**EXERCISE GOAL**
Across the records that follow, determine how many lines contain "Свободы" and give only the resulting number.

**DATA RECORDS**
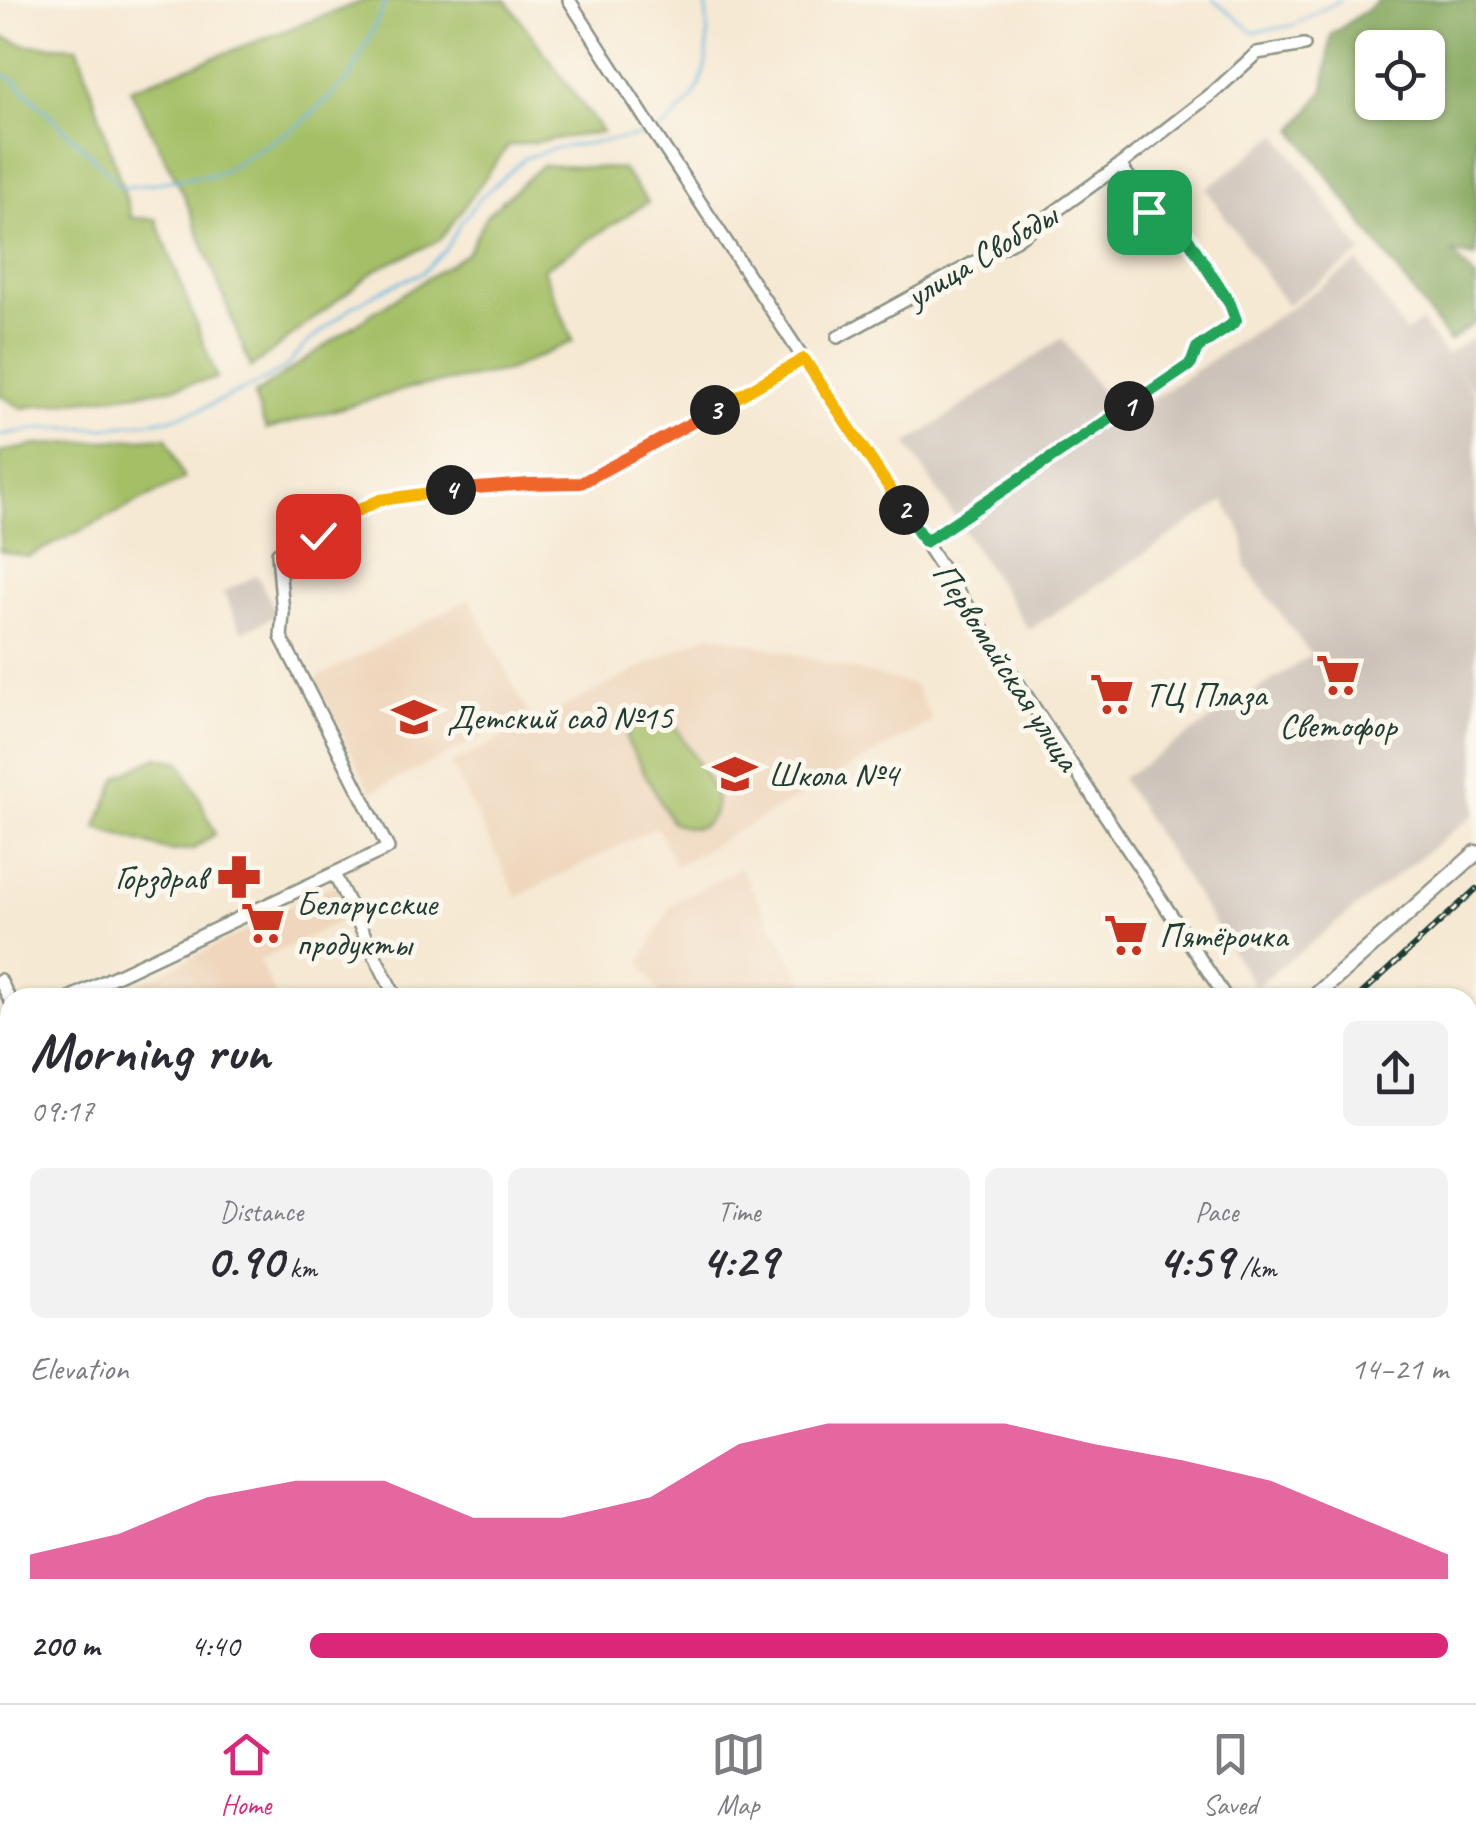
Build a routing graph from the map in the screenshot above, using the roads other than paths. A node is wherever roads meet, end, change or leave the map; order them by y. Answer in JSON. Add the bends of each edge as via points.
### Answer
{"nodes":[{"id":1,"x":569,"y":0,"type":"edge"},
{"id":2,"x":1304,"y":45,"type":"dead end"},
{"id":3,"x":1120,"y":166,"type":"junction"},
{"id":4,"x":838,"y":338,"type":"dead end"},
{"id":5,"x":804,"y":359,"type":"junction"},
{"id":6,"x":318,"y":536,"type":"dead end"},
{"id":7,"x":925,"y":542,"type":"junction"},
{"id":8,"x":278,"y":552,"type":"dead end"},
{"id":9,"x":1476,"y":852,"type":"edge"},
{"id":10,"x":334,"y":874,"type":"junction"},
{"id":11,"x":90,"y":988,"type":"edge"},
{"id":12,"x":391,"y":988,"type":"edge"},
{"id":13,"x":1219,"y":988,"type":"edge"},
{"id":14,"x":1324,"y":988,"type":"edge"}],
"edges":[{"from":1,"to":5,"type":"street","name":"Первомайская улица"},
{"from":2,"to":3,"type":"street","name":"улица Свободы","via":[[1257,53]]},
{"from":3,"to":4,"type":"street","name":"улица Свободы","via":[[1017,239]]},
{"from":3,"to":7,"type":"street","via":[[1149,212],[1185,234],[1236,320],[1197,348],[1191,364]]},
{"from":5,"to":6,"type":"street","via":[[581,483],[380,500]]},
{"from":5,"to":7,"type":"street","name":"Первомайская улица"},
{"from":7,"to":13,"type":"street","name":"Первомайская улица"},
{"from":8,"to":10,"type":"street","via":[[282,637],[388,848]]},
{"from":9,"to":14,"type":"main road"},
{"from":10,"to":11,"type":"street"},
{"from":10,"to":12,"type":"street"}]}
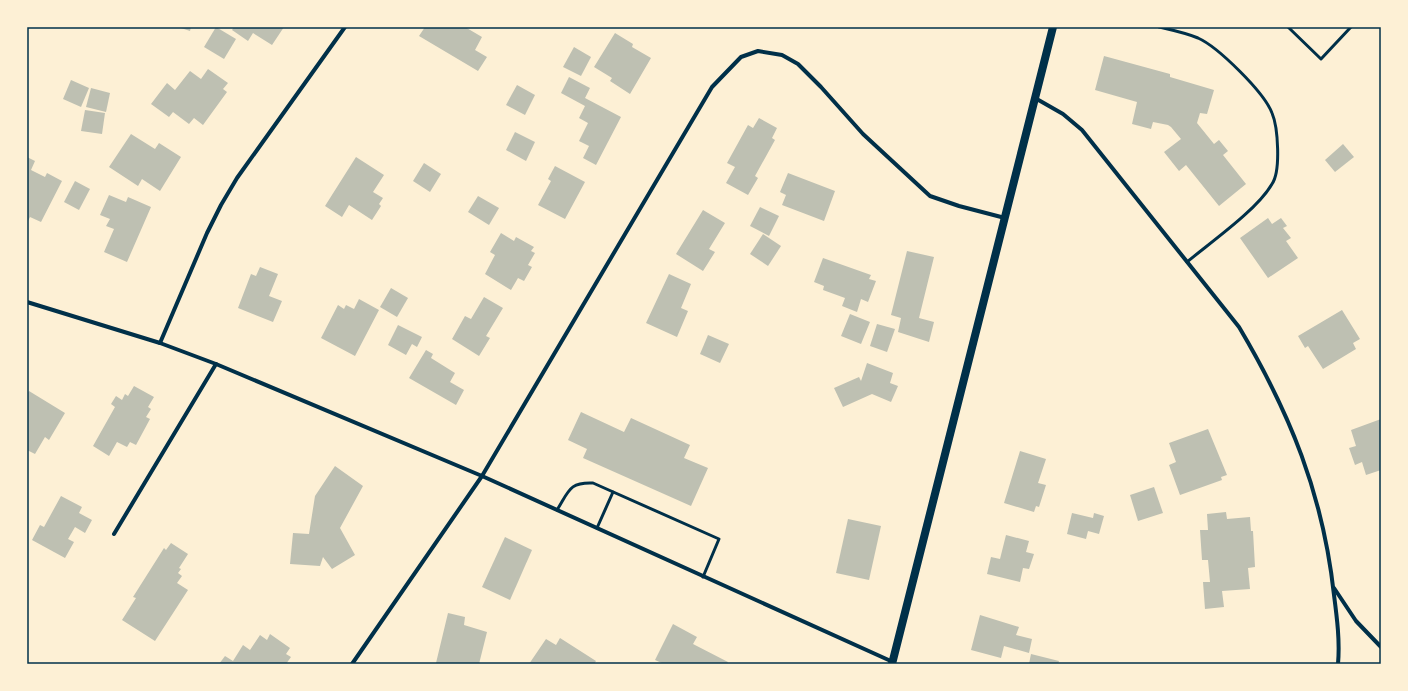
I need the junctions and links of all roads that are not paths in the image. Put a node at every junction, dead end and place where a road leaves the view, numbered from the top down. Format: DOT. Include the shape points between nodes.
graph roads {
  1 [pos="345,27"];
  2 [pos="1053,27"];
  3 [pos="1159,27"];
  4 [pos="1288,27"];
  5 [pos="1351,27"];
  6 [pos="1036,98"];
  7 [pos="1006,218"];
  8 [pos="1187,262"];
  9 [pos="27,302"];
  10 [pos="160,343"];
  11 [pos="216,364"];
  12 [pos="482,476"];
  13 [pos="613,492"];
  14 [pos="557,510"];
  15 [pos="597,528"];
  16 [pos="114,534"];
  17 [pos="703,577"];
  18 [pos="1333,588"];
  19 [pos="1381,646"];
  20 [pos="893,663"];
  21 [pos="352,664"];
  22 [pos="1338,664"];
  1 -- 10 [label="street" via="237,178 221,205"];
  2 -- 6 [label="main road"];
  3 -- 8 [label="lane" via="1198,38 1226,58 1254,87 1272,113 1277,144 1278,167 1273,184 1257,204"];
  4 -- 5 [label="lane" via="1321,59"];
  6 -- 7 [label="main road"];
  6 -- 8 [label="street" via="1063,114 1082,130"];
  7 -- 12 [label="street" via="930,196 863,134 798,64 782,54 758,51 741,57 712,87"];
  7 -- 20 [label="main road"];
  8 -- 18 [label="street" via="1238,327 1263,369 1294,433 1313,484 1325,530"];
  9 -- 10 [label="street"];
  10 -- 11 [label="street"];
  11 -- 12 [label="street"];
  11 -- 16 [label="street"];
  12 -- 14 [label="street"];
  12 -- 21 [label="street"];
  13 -- 14 [label="lane" via="594,483 580,482 571,488"];
  13 -- 15 [label="lane"];
  13 -- 17 [label="lane" via="719,539"];
  14 -- 15 [label="street"];
  15 -- 17 [label="street"];
  17 -- 20 [label="street"];
  18 -- 19 [label="street" via="1356,621"];
  18 -- 22 [label="street" via="1339,646"];
}
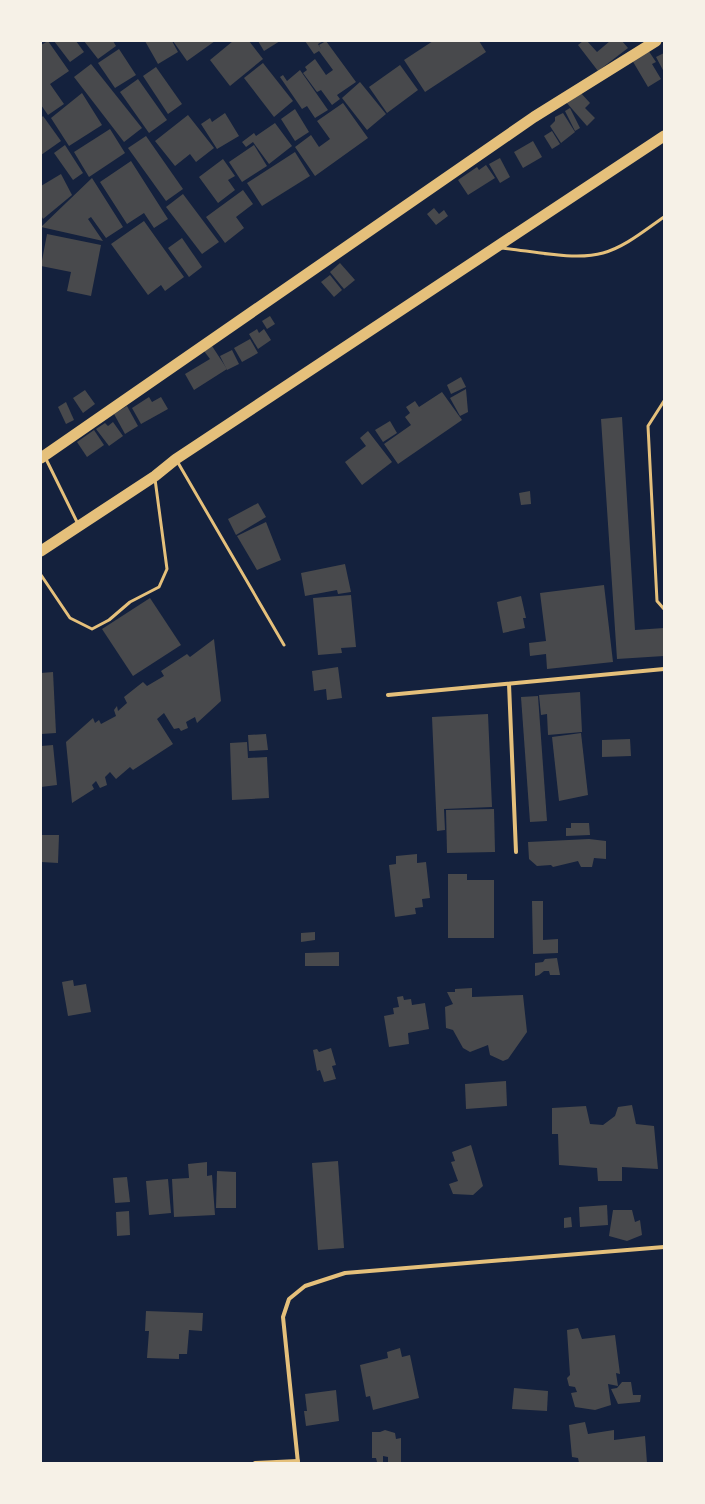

**WRITTEN ANSWER**
2